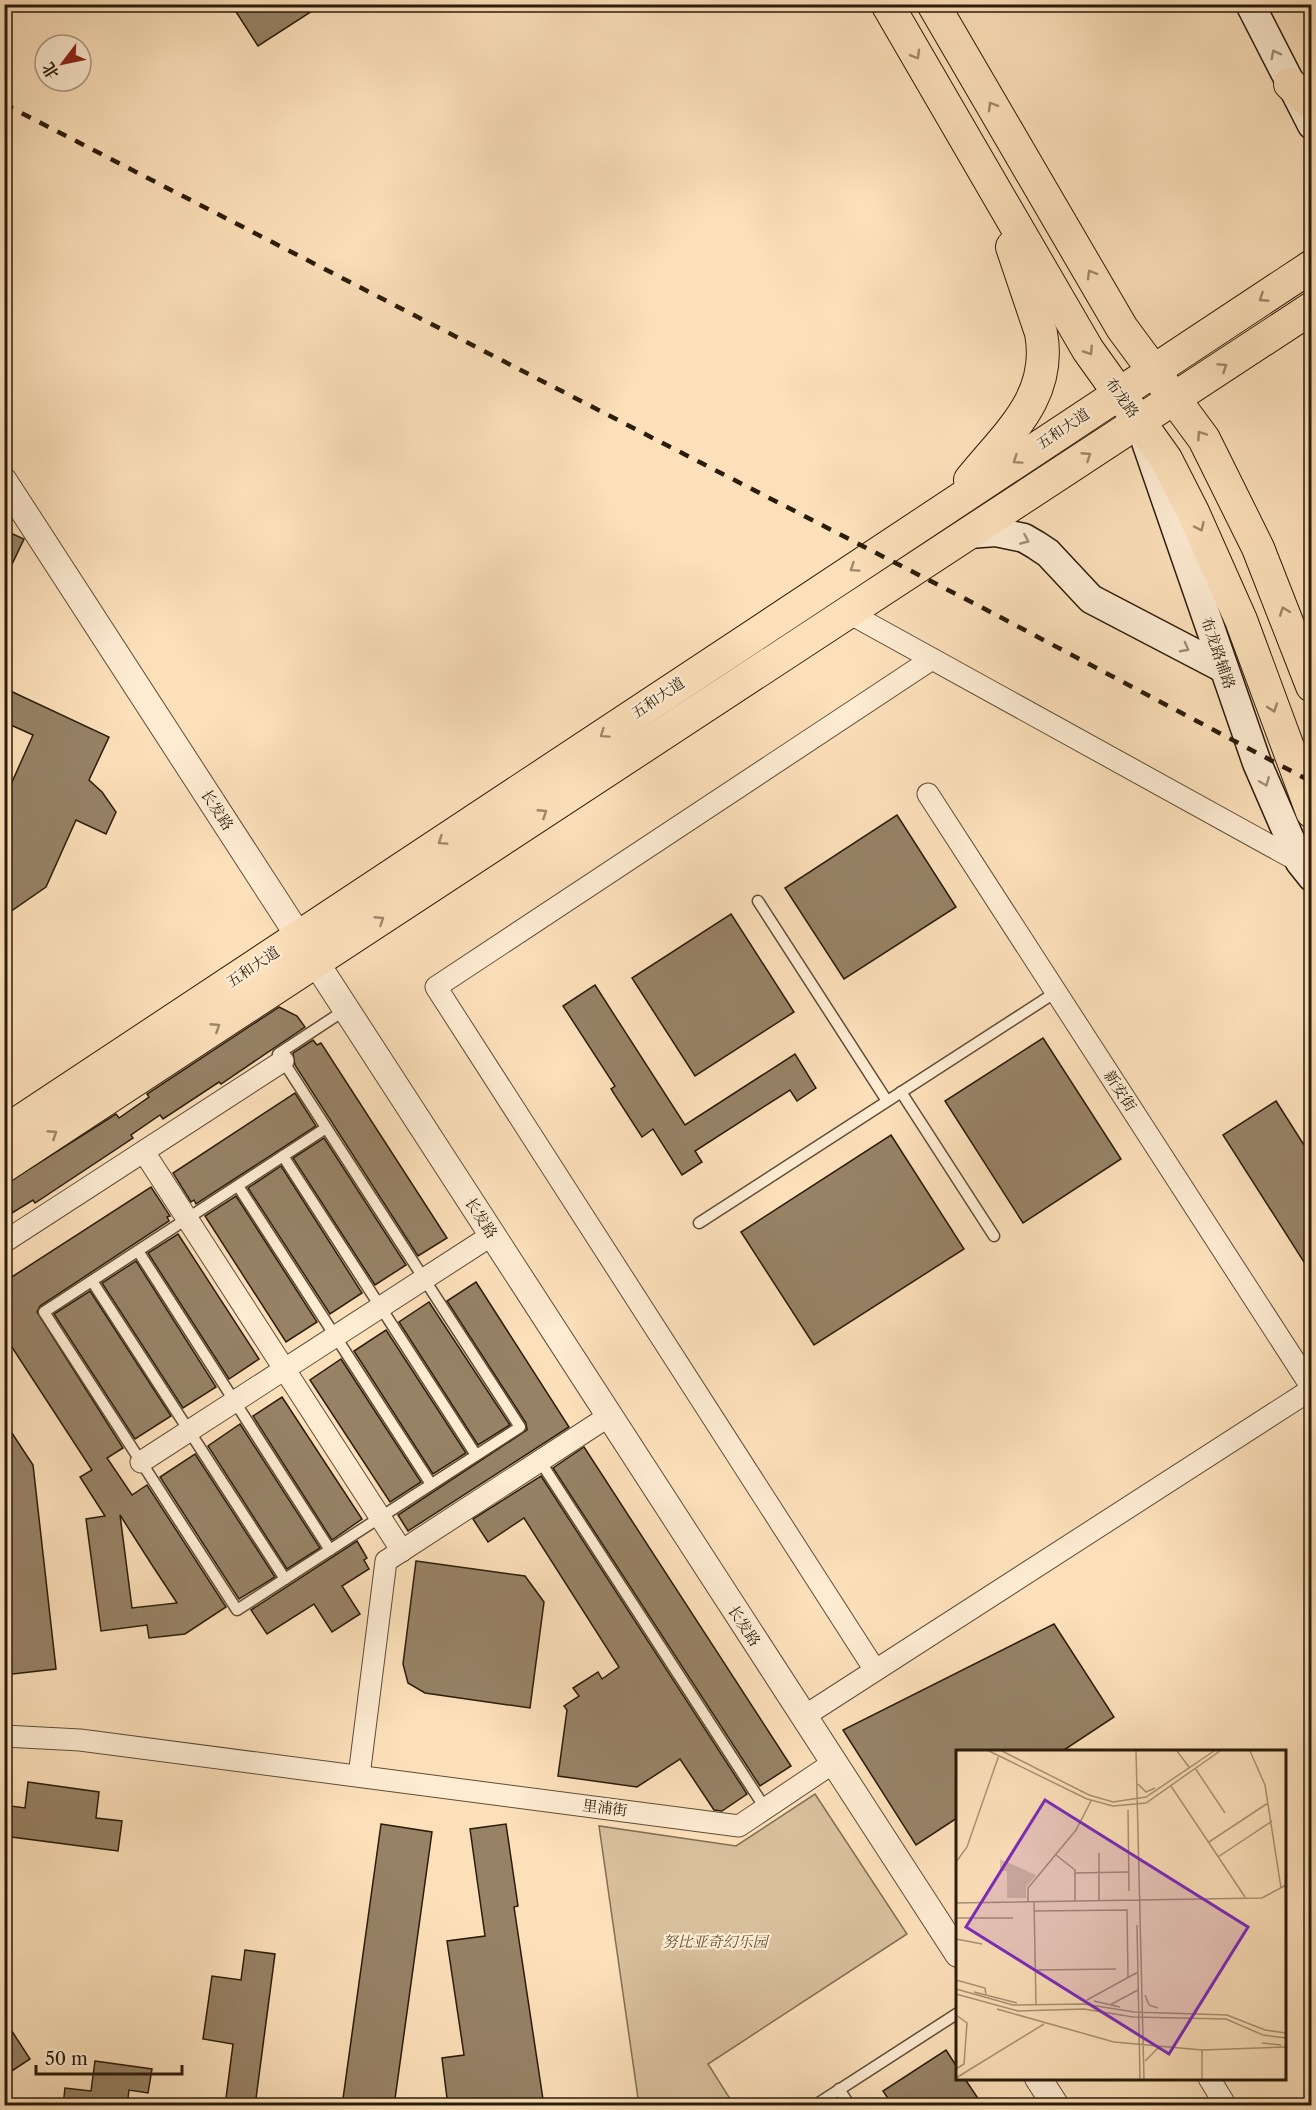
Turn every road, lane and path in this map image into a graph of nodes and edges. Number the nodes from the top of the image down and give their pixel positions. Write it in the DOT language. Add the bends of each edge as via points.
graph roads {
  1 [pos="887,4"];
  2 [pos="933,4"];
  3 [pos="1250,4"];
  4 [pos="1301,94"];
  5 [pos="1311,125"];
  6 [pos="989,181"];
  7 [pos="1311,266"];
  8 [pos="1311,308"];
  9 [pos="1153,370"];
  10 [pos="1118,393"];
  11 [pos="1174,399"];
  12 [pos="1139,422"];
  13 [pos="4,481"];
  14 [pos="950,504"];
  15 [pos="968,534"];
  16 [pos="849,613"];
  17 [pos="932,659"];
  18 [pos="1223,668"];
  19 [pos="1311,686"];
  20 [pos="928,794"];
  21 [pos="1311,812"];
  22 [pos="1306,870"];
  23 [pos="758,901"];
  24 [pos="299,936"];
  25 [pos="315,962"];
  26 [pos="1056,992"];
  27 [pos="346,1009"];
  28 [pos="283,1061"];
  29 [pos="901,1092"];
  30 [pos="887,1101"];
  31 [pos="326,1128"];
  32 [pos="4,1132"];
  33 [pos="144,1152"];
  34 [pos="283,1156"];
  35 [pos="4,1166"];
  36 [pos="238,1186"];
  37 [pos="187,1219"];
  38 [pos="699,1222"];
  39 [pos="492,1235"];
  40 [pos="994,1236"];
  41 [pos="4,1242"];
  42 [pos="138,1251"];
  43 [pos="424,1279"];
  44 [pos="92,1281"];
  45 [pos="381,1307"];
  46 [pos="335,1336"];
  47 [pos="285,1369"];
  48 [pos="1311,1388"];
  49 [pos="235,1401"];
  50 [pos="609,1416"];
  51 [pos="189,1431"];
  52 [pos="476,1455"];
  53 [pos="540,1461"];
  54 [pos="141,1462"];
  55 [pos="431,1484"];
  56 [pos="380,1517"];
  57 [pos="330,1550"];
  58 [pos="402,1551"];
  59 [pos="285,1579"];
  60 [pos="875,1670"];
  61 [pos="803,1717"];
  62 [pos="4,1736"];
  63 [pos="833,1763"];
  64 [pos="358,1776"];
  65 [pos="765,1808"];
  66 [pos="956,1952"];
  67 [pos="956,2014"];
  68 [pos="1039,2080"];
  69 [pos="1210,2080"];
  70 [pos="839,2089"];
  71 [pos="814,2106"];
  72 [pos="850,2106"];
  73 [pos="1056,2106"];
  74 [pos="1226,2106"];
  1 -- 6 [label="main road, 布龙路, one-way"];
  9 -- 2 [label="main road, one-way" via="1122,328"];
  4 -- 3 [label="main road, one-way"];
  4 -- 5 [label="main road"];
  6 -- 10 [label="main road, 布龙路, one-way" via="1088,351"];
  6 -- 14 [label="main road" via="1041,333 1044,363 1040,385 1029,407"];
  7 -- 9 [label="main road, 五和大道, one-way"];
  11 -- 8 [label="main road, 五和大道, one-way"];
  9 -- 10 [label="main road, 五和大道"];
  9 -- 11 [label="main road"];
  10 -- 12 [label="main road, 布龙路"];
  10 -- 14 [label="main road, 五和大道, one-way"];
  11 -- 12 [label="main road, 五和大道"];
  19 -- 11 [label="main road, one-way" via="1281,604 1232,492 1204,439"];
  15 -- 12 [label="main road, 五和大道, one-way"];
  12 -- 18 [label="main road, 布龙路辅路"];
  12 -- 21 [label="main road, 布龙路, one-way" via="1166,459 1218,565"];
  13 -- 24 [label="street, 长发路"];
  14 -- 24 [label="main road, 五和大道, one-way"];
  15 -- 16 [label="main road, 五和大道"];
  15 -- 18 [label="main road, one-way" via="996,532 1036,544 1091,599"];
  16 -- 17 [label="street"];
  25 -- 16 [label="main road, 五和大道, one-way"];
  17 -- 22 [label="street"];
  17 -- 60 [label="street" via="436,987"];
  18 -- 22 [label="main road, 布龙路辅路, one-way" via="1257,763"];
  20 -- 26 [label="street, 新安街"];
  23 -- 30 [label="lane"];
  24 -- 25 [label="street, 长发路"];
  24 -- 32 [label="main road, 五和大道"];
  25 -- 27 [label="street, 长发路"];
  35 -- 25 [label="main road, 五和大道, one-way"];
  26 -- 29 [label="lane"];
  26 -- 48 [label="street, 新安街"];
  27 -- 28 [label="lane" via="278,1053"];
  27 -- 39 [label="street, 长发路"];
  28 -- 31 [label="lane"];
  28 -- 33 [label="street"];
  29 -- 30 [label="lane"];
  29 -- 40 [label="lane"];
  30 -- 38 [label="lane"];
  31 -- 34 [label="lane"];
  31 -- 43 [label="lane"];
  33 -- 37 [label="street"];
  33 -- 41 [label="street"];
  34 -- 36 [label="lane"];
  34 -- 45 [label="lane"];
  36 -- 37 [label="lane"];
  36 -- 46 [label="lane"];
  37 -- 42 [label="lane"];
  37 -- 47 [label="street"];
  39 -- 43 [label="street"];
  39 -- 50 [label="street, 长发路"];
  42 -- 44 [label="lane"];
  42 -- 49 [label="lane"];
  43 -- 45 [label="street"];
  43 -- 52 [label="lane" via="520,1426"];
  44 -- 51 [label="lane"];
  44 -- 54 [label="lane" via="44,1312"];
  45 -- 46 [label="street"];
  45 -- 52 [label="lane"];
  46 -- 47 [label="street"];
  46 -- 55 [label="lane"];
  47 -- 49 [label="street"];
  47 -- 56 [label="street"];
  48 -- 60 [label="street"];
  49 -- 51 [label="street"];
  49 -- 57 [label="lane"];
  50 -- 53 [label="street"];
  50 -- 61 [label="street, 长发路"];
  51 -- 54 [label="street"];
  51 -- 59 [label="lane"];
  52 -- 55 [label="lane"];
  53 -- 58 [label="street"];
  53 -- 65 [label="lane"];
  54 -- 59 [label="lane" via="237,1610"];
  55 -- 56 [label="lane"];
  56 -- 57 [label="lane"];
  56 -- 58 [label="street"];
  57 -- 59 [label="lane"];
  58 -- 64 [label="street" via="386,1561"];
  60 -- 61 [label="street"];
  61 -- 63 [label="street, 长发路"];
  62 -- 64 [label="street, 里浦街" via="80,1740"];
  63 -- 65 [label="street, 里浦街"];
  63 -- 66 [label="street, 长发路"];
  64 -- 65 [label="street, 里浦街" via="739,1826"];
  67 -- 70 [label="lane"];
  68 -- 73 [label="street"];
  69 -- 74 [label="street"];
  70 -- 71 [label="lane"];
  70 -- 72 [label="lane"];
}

## Problem statement
Would you copy every entry exactly as it stands, leaving out the pictures?

## Response
Turn every road, lane and path in this map image into a graph of nodes and edges. Number the nodes from the top of the image down and give their pixel positions. Write it in the DOT language. Add the bends of each edge as via points.
graph roads {
  1 [pos="887,4"];
  2 [pos="933,4"];
  3 [pos="1250,4"];
  4 [pos="1301,94"];
  5 [pos="1311,125"];
  6 [pos="989,181"];
  7 [pos="1311,266"];
  8 [pos="1311,308"];
  9 [pos="1153,370"];
  10 [pos="1118,393"];
  11 [pos="1174,399"];
  12 [pos="1139,422"];
  13 [pos="4,481"];
  14 [pos="950,504"];
  15 [pos="968,534"];
  16 [pos="849,613"];
  17 [pos="932,659"];
  18 [pos="1223,668"];
  19 [pos="1311,686"];
  20 [pos="928,794"];
  21 [pos="1311,812"];
  22 [pos="1306,870"];
  23 [pos="758,901"];
  24 [pos="299,936"];
  25 [pos="315,962"];
  26 [pos="1056,992"];
  27 [pos="346,1009"];
  28 [pos="283,1061"];
  29 [pos="901,1092"];
  30 [pos="887,1101"];
  31 [pos="326,1128"];
  32 [pos="4,1132"];
  33 [pos="144,1152"];
  34 [pos="283,1156"];
  35 [pos="4,1166"];
  36 [pos="238,1186"];
  37 [pos="187,1219"];
  38 [pos="699,1222"];
  39 [pos="492,1235"];
  40 [pos="994,1236"];
  41 [pos="4,1242"];
  42 [pos="138,1251"];
  43 [pos="424,1279"];
  44 [pos="92,1281"];
  45 [pos="381,1307"];
  46 [pos="335,1336"];
  47 [pos="285,1369"];
  48 [pos="1311,1388"];
  49 [pos="235,1401"];
  50 [pos="609,1416"];
  51 [pos="189,1431"];
  52 [pos="476,1455"];
  53 [pos="540,1461"];
  54 [pos="141,1462"];
  55 [pos="431,1484"];
  56 [pos="380,1517"];
  57 [pos="330,1550"];
  58 [pos="402,1551"];
  59 [pos="285,1579"];
  60 [pos="875,1670"];
  61 [pos="803,1717"];
  62 [pos="4,1736"];
  63 [pos="833,1763"];
  64 [pos="358,1776"];
  65 [pos="765,1808"];
  66 [pos="956,1952"];
  67 [pos="956,2014"];
  68 [pos="1039,2080"];
  69 [pos="1210,2080"];
  70 [pos="839,2089"];
  71 [pos="814,2106"];
  72 [pos="850,2106"];
  73 [pos="1056,2106"];
  74 [pos="1226,2106"];
  1 -- 6 [label="main road, 布龙路, one-way"];
  9 -- 2 [label="main road, one-way" via="1122,328"];
  4 -- 3 [label="main road, one-way"];
  4 -- 5 [label="main road"];
  6 -- 10 [label="main road, 布龙路, one-way" via="1088,351"];
  6 -- 14 [label="main road" via="1041,333 1044,363 1040,385 1029,407"];
  7 -- 9 [label="main road, 五和大道, one-way"];
  11 -- 8 [label="main road, 五和大道, one-way"];
  9 -- 10 [label="main road, 五和大道"];
  9 -- 11 [label="main road"];
  10 -- 12 [label="main road, 布龙路"];
  10 -- 14 [label="main road, 五和大道, one-way"];
  11 -- 12 [label="main road, 五和大道"];
  19 -- 11 [label="main road, one-way" via="1281,604 1232,492 1204,439"];
  15 -- 12 [label="main road, 五和大道, one-way"];
  12 -- 18 [label="main road, 布龙路辅路"];
  12 -- 21 [label="main road, 布龙路, one-way" via="1166,459 1218,565"];
  13 -- 24 [label="street, 长发路"];
  14 -- 24 [label="main road, 五和大道, one-way"];
  15 -- 16 [label="main road, 五和大道"];
  15 -- 18 [label="main road, one-way" via="996,532 1036,544 1091,599"];
  16 -- 17 [label="street"];
  25 -- 16 [label="main road, 五和大道, one-way"];
  17 -- 22 [label="street"];
  17 -- 60 [label="street" via="436,987"];
  18 -- 22 [label="main road, 布龙路辅路, one-way" via="1257,763"];
  20 -- 26 [label="street, 新安街"];
  23 -- 30 [label="lane"];
  24 -- 25 [label="street, 长发路"];
  24 -- 32 [label="main road, 五和大道"];
  25 -- 27 [label="street, 长发路"];
  35 -- 25 [label="main road, 五和大道, one-way"];
  26 -- 29 [label="lane"];
  26 -- 48 [label="street, 新安街"];
  27 -- 28 [label="lane" via="278,1053"];
  27 -- 39 [label="street, 长发路"];
  28 -- 31 [label="lane"];
  28 -- 33 [label="street"];
  29 -- 30 [label="lane"];
  29 -- 40 [label="lane"];
  30 -- 38 [label="lane"];
  31 -- 34 [label="lane"];
  31 -- 43 [label="lane"];
  33 -- 37 [label="street"];
  33 -- 41 [label="street"];
  34 -- 36 [label="lane"];
  34 -- 45 [label="lane"];
  36 -- 37 [label="lane"];
  36 -- 46 [label="lane"];
  37 -- 42 [label="lane"];
  37 -- 47 [label="street"];
  39 -- 43 [label="street"];
  39 -- 50 [label="street, 长发路"];
  42 -- 44 [label="lane"];
  42 -- 49 [label="lane"];
  43 -- 45 [label="street"];
  43 -- 52 [label="lane" via="520,1426"];
  44 -- 51 [label="lane"];
  44 -- 54 [label="lane" via="44,1312"];
  45 -- 46 [label="street"];
  45 -- 52 [label="lane"];
  46 -- 47 [label="street"];
  46 -- 55 [label="lane"];
  47 -- 49 [label="street"];
  47 -- 56 [label="street"];
  48 -- 60 [label="street"];
  49 -- 51 [label="street"];
  49 -- 57 [label="lane"];
  50 -- 53 [label="street"];
  50 -- 61 [label="street, 长发路"];
  51 -- 54 [label="street"];
  51 -- 59 [label="lane"];
  52 -- 55 [label="lane"];
  53 -- 58 [label="street"];
  53 -- 65 [label="lane"];
  54 -- 59 [label="lane" via="237,1610"];
  55 -- 56 [label="lane"];
  56 -- 57 [label="lane"];
  56 -- 58 [label="street"];
  57 -- 59 [label="lane"];
  58 -- 64 [label="street" via="386,1561"];
  60 -- 61 [label="street"];
  61 -- 63 [label="street, 长发路"];
  62 -- 64 [label="street, 里浦街" via="80,1740"];
  63 -- 65 [label="street, 里浦街"];
  63 -- 66 [label="street, 长发路"];
  64 -- 65 [label="street, 里浦街" via="739,1826"];
  67 -- 70 [label="lane"];
  68 -- 73 [label="street"];
  69 -- 74 [label="street"];
  70 -- 71 [label="lane"];
  70 -- 72 [label="lane"];
}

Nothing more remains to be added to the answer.